Activity | Produce a verbatim transcription of the entries, with all pictures omitted.

Exercise materials |
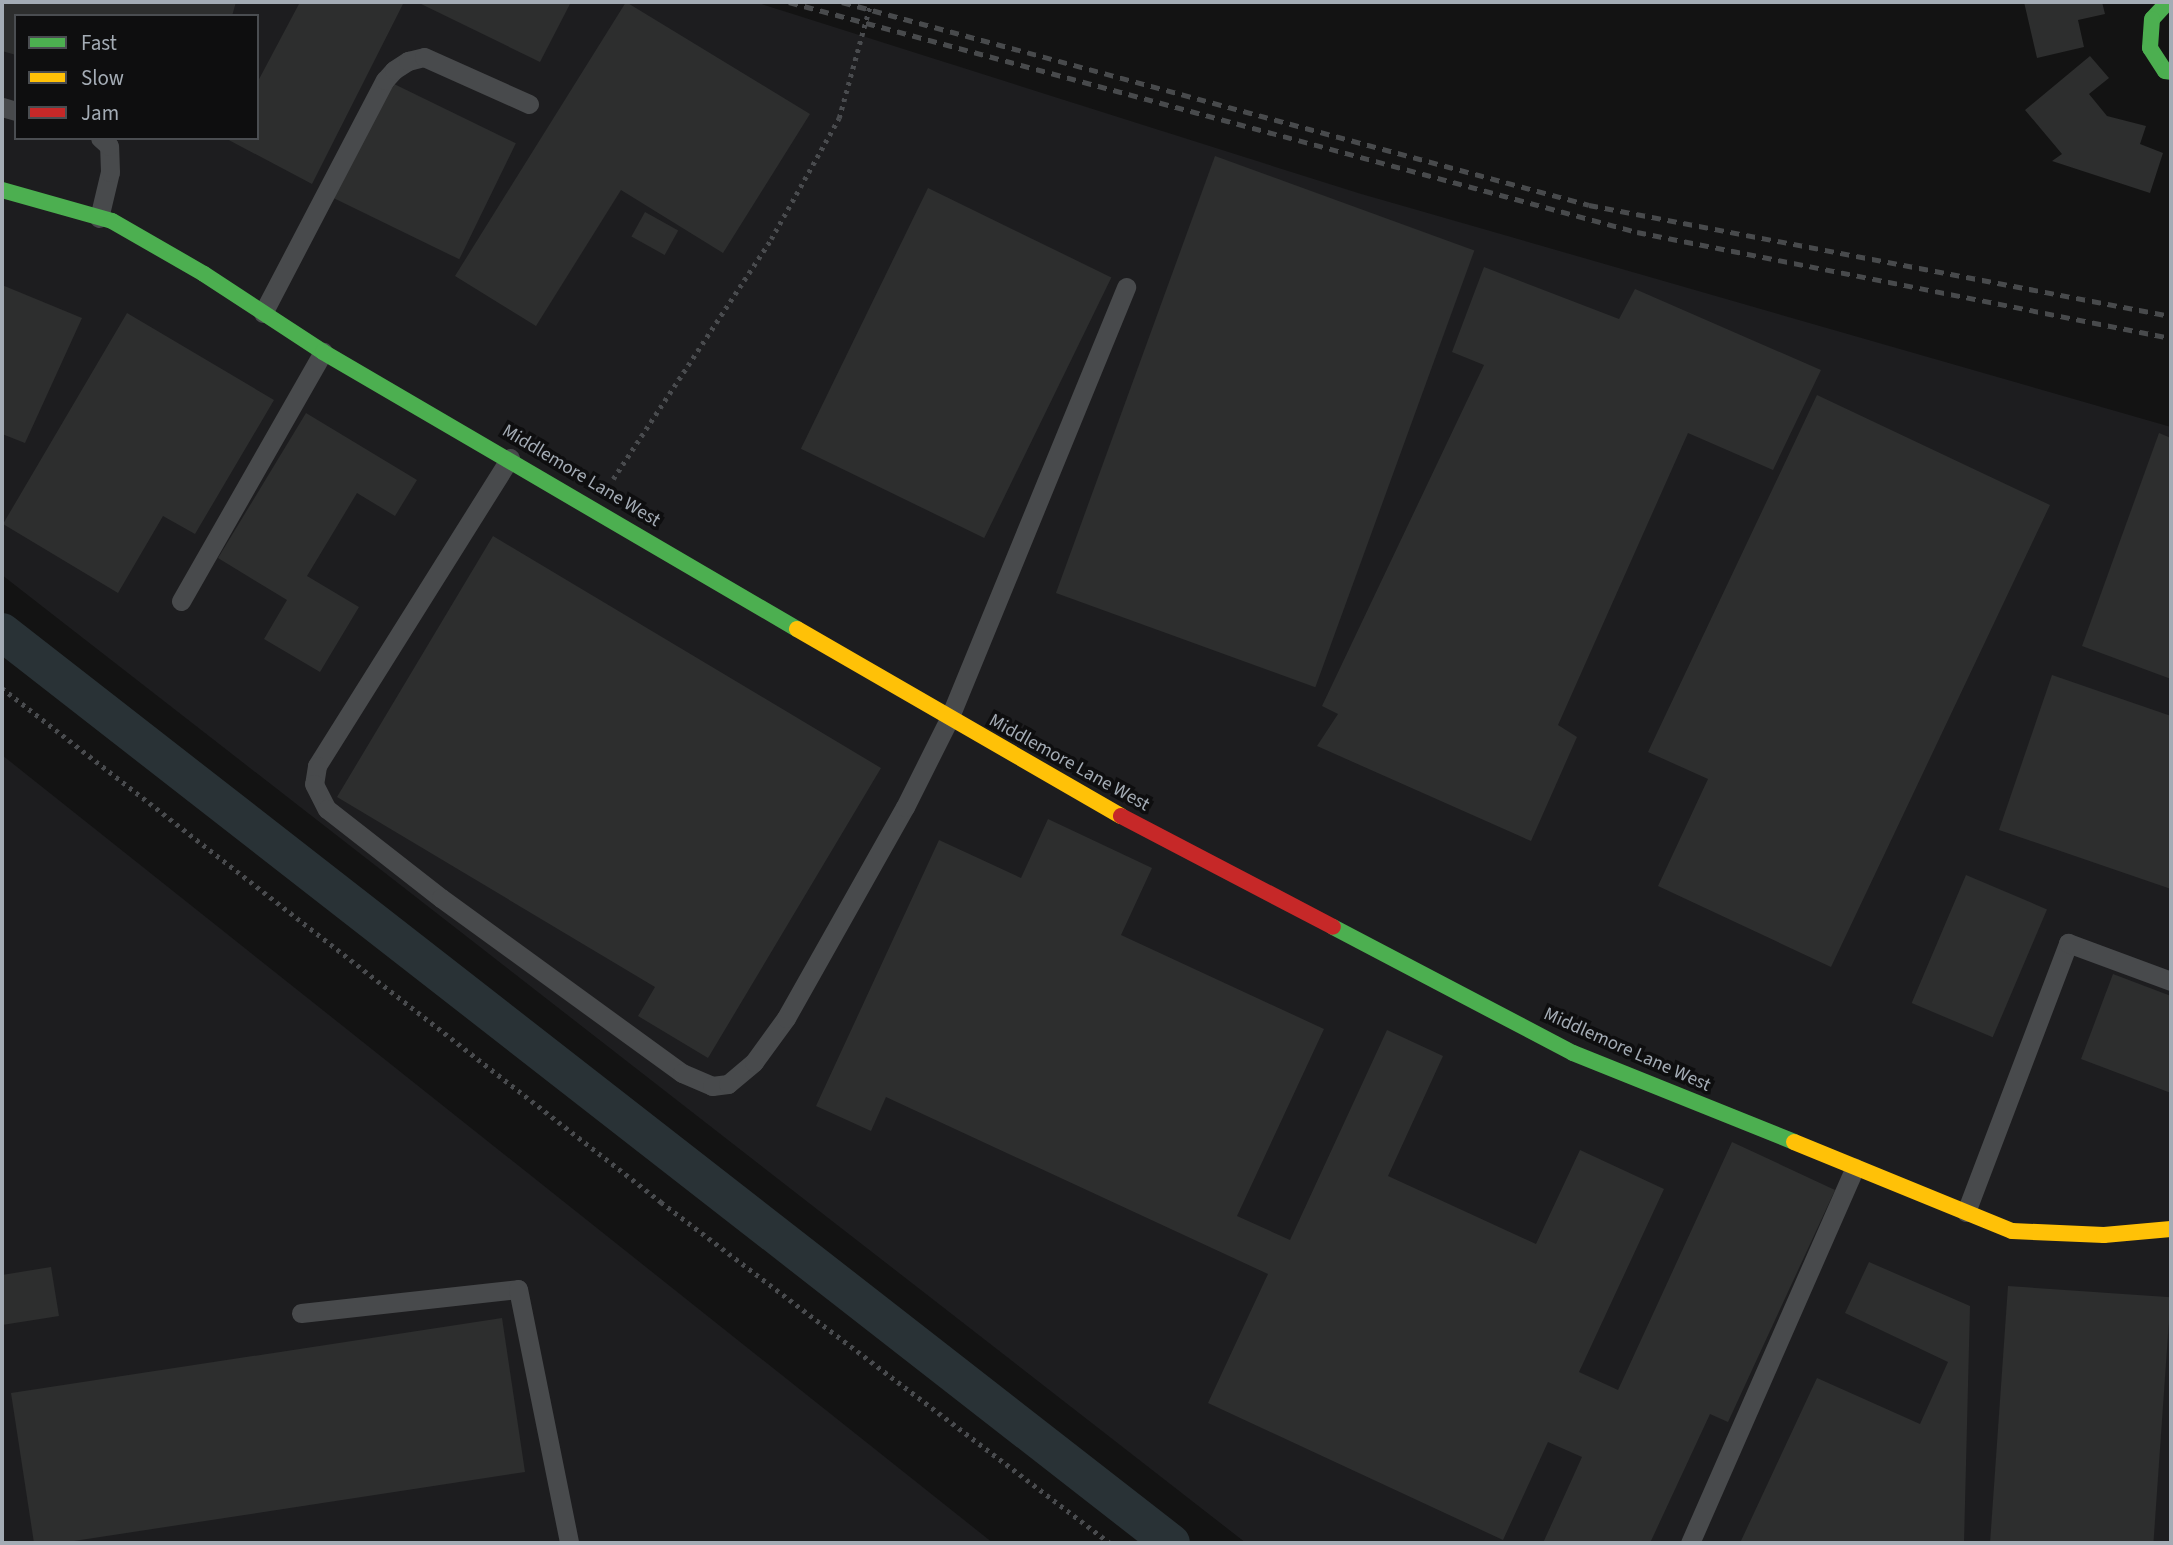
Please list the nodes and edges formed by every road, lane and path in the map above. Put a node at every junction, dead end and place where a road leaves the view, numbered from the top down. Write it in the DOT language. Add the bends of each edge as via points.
graph roads {
  1 [pos="871,2"];
  2 [pos="2168,2"];
  3 [pos="2171,72"];
  4 [pos="529,104"];
  5 [pos="102,140"];
  6 [pos="2,190"];
  7 [pos="99,218"];
  8 [pos="1126,287"];
  9 [pos="263,313"];
  10 [pos="323,352"];
  11 [pos="510,458"];
  12 [pos="593,508"];
  13 [pos="181,601"];
  14 [pos="2,688"];
  15 [pos="949,719"];
  16 [pos="2171,981"];
  17 [pos="1855,1168"];
  18 [pos="1966,1212"];
  19 [pos="2171,1229"];
  20 [pos="301,1313"];
  21 [pos="569,1543"];
  22 [pos="1110,1543"];
  23 [pos="1690,1543"];
  1 -- 12 [label="path, bridge" via="839,118 771,239"];
  2 -- 3 [label="street" via="2152,19 2150,48 2165,71"];
  4 -- 9 [label="lane" via="424,57 394,70"];
  5 -- 7 [label="lane" via="110,146 110,172"];
  6 -- 7 [label="street, Middlemore Lane West"];
  7 -- 9 [label="street, Middlemore Lane West" via="193,268"];
  8 -- 15 [label="lane"];
  9 -- 10 [label="street, Middlemore Lane West"];
  10 -- 11 [label="street, Middlemore Lane West"];
  10 -- 13 [label="lane"];
  11 -- 12 [label="street, Middlemore Lane West"];
  11 -- 15 [label="lane" via="317,766 314,784 327,808 441,898 696,1082 728,1084 754,1062 786,1018"];
  12 -- 15 [label="street, Middlemore Lane West"];
  14 -- 22 [label="path" via="672,1210"];
  15 -- 17 [label="street, Middlemore Lane West" via="1098,804 1573,1053"];
  16 -- 18 [label="lane" via="2068,943"];
  17 -- 18 [label="street, Middlemore Lane West"];
  17 -- 23 [label="lane"];
  18 -- 19 [label="street, Middlemore Lane West" via="2012,1231 2104,1235"];
  20 -- 21 [label="lane" via="517,1289"];
}
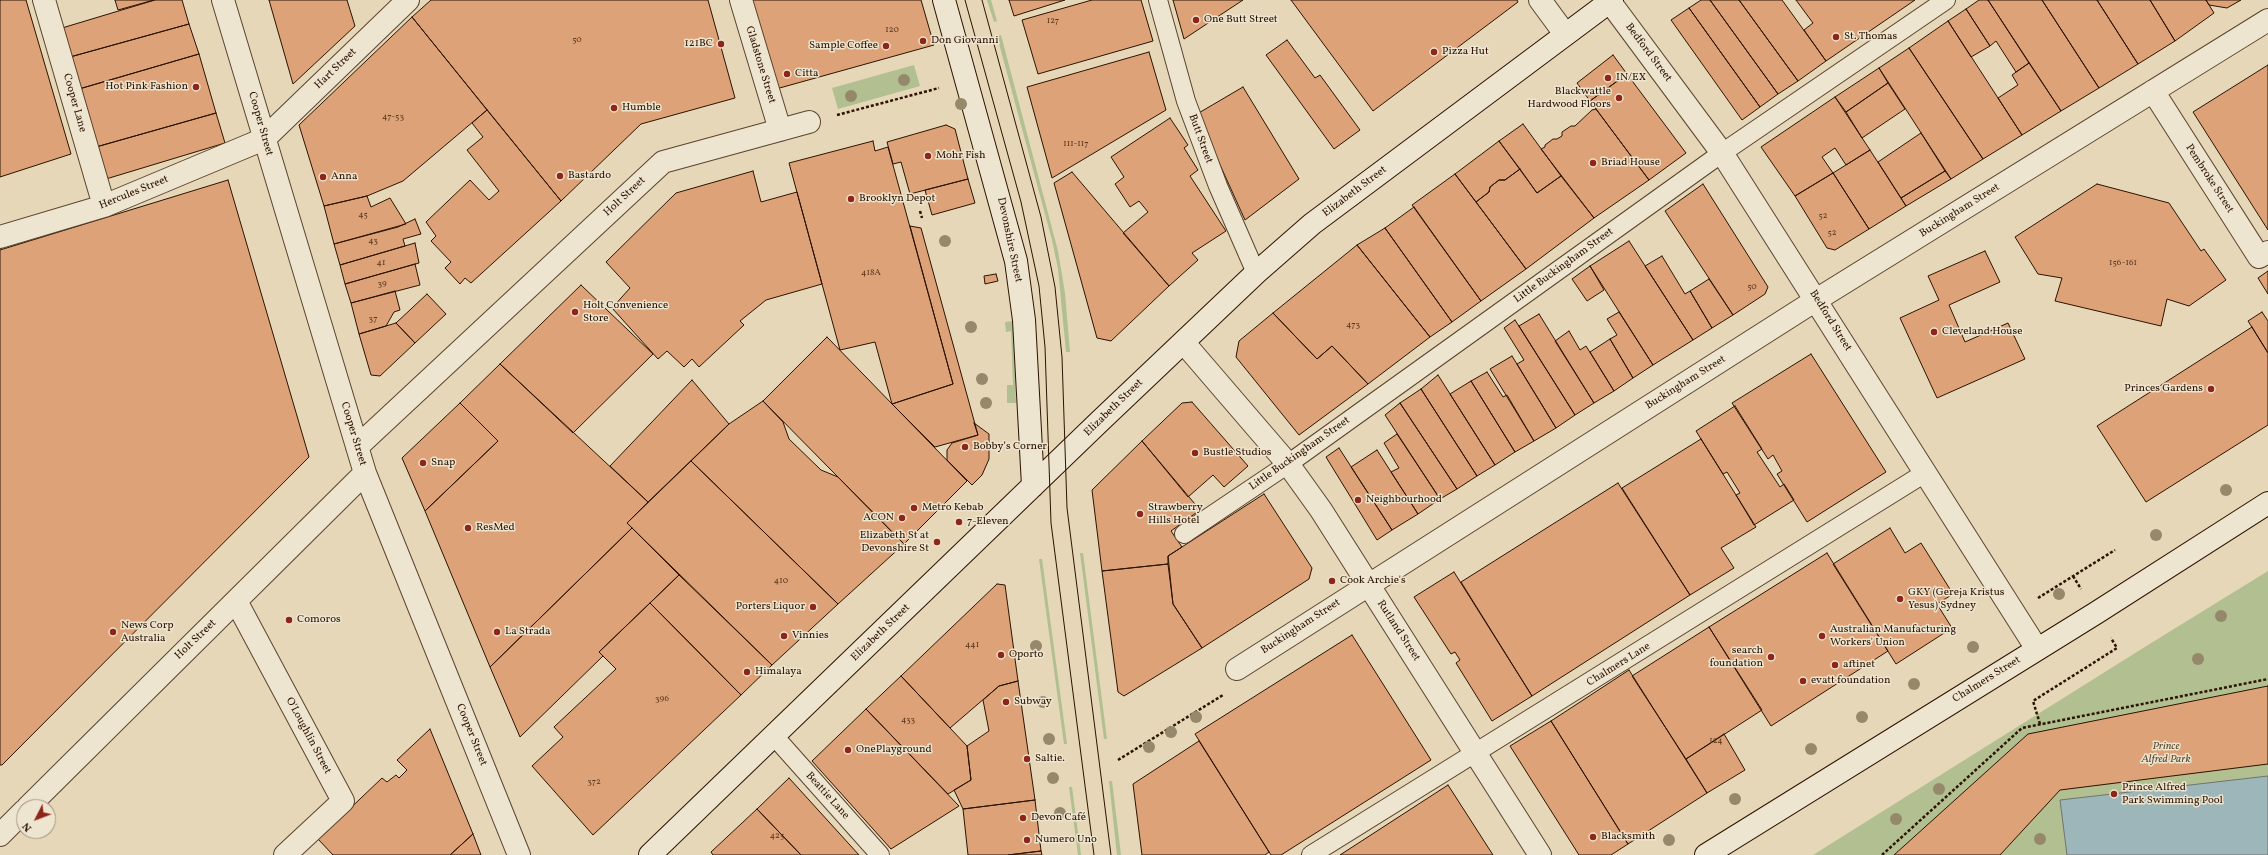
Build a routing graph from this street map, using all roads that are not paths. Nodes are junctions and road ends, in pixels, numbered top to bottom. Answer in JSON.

Output for this exercise |
Please list the nodes and edges formed by every road, lane and path in the map above. Put a node at every junction, dead end and place where a road leaves the view, numbered from the top down. Write it in the DOT language. Add the bends of each edge as via points.
graph roads {
  1 [pos="871,2"];
  2 [pos="2168,2"];
  3 [pos="2171,72"];
  4 [pos="529,104"];
  5 [pos="102,140"];
  6 [pos="2,190"];
  7 [pos="99,218"];
  8 [pos="1126,287"];
  9 [pos="263,313"];
  10 [pos="323,352"];
  11 [pos="510,458"];
  12 [pos="593,508"];
  13 [pos="181,601"];
  14 [pos="2,688"];
  15 [pos="949,719"];
  16 [pos="2171,981"];
  17 [pos="1855,1168"];
  18 [pos="1966,1212"];
  19 [pos="2171,1229"];
  20 [pos="301,1313"];
  21 [pos="569,1543"];
  22 [pos="1110,1543"];
  23 [pos="1690,1543"];
  1 -- 12 [label="path, bridge" via="839,118 771,239"];
  2 -- 3 [label="street" via="2152,19 2150,48 2165,71"];
  4 -- 9 [label="lane" via="424,57 394,70"];
  5 -- 7 [label="lane" via="110,146 110,172"];
  6 -- 7 [label="street, Middlemore Lane West"];
  7 -- 9 [label="street, Middlemore Lane West" via="193,268"];
  8 -- 15 [label="lane"];
  9 -- 10 [label="street, Middlemore Lane West"];
  10 -- 11 [label="street, Middlemore Lane West"];
  10 -- 13 [label="lane"];
  11 -- 12 [label="street, Middlemore Lane West"];
  11 -- 15 [label="lane" via="317,766 314,784 327,808 441,898 696,1082 728,1084 754,1062 786,1018"];
  12 -- 15 [label="street, Middlemore Lane West"];
  14 -- 22 [label="path" via="672,1210"];
  15 -- 17 [label="street, Middlemore Lane West" via="1098,804 1573,1053"];
  16 -- 18 [label="lane" via="2068,943"];
  17 -- 18 [label="street, Middlemore Lane West"];
  17 -- 23 [label="lane"];
  18 -- 19 [label="street, Middlemore Lane West" via="2012,1231 2104,1235"];
  20 -- 21 [label="lane" via="517,1289"];
}
Build a routing graph from this street map, using all roads that are not paths. Nodes are junctions and road ends, in pixels, numbered top to bottom. Answer in JSON.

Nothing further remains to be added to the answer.